The Northern Menai Strait mussel fishery is run by Bangor Mussel Producers Ltd.. This is an association of four businesses; Myti Mussels Ltd., Extramussel Ltd., Ogwen Mussel Ltd., and Deep Dock Ltd. The fishery has been certified by the Marine Stewardship Council (MSC). Mussel seed is fished from Morecambe Bay and Caernarfon Bay (areas without invasive species such as the Slipper limpet, Crepidula fornicata) with a proposed area in the River Dee. The mussel seed is then laid in the Straits on “lays”. These are areas of the seabed leased to each company. It takes three years of growth before they can be harvested. Over this time they are moved from shallow intertidal waters (year one) to deeper sub tidal waters (year three) Once harvested, using a mussel dredge, they are left for 42 hours in clean water before being exported to Holland, Ireland and France. Discussions are currently underway to meet the growing demand for locally produced seafood by keeping more of these mussels in the Welsh marketplace.
Blue/Common Mussel (Mytilus edulis)
Image: Ben Lincoln –Mytlius edulis feeding
The Blue mussel is a common marine bivalve that varies in colour from purple/blue to brown, with a pearl white interior. The shell is roughly triangular but varies depending on the environmental conditions. The shell is smooth but has concentric lines running down each valve from the umbones. Their size varies from 2-20cm, but is usually 5-10cm.
Habitat & Distribution
The Blue mussel is found from the high intertidal zone to the shallow sub tidal. They attach to the substrate using byssal threads (strong, silky fibres) and often occur in high densities forming large ‘biogenic’ reefs, binding to each other and forming layers. They are found on exposed open coasts on rocks as well as in sheltered estuarine environments and are common all over the British Isles. They range from the White Sea in the North to Southern France in the NE Atlantic as well as from the Canadian Maritimes down to North Carolina in the W Atlantic. They also occur off the coasts of Chile, Argentina, The Falkland Islands, There are also several large commercial beds, for example in the Menai Straits and the Wash.

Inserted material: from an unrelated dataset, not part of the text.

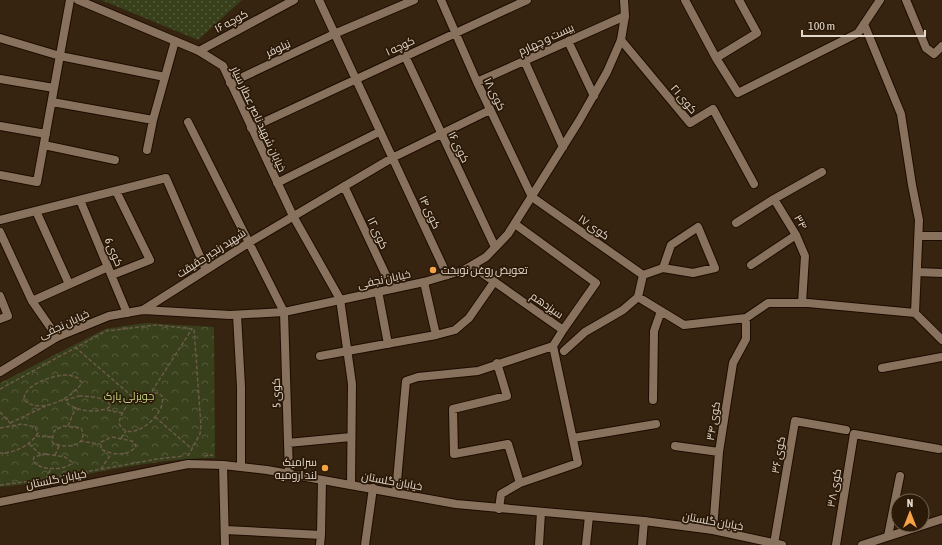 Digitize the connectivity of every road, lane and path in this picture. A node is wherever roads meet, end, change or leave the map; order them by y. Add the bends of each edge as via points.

Spawning occurs over a long time period in some populations with a peak in Spring and Summer. Reproduction timings vary with environmental conditions. Fertilisation is external with an individual female releasing from 7-40 million eggs depending on environmental factors and size. This can occur over a broad range of temperatures (5-22°C) and salinities (15-40psu). The eggs are released into the water column and usually take around 1 month to develop. The juvenile mussels (pediveligers) test the substrate with their sensory foot before settling, preferring uneven ground without adults. They first settle on filamentous substrate, for example ground rich in algae, bryozoan or hydroids, at a size of around 260µm. When they reach a size of 1-2mm they move to grounds where the adult mussels lie, drifting using their byssal threads. These newly settled mussels are called ‘Spat’. As a result of drifting with currents in the water column and then again to re-settle mussels can be dispersed over wide areas.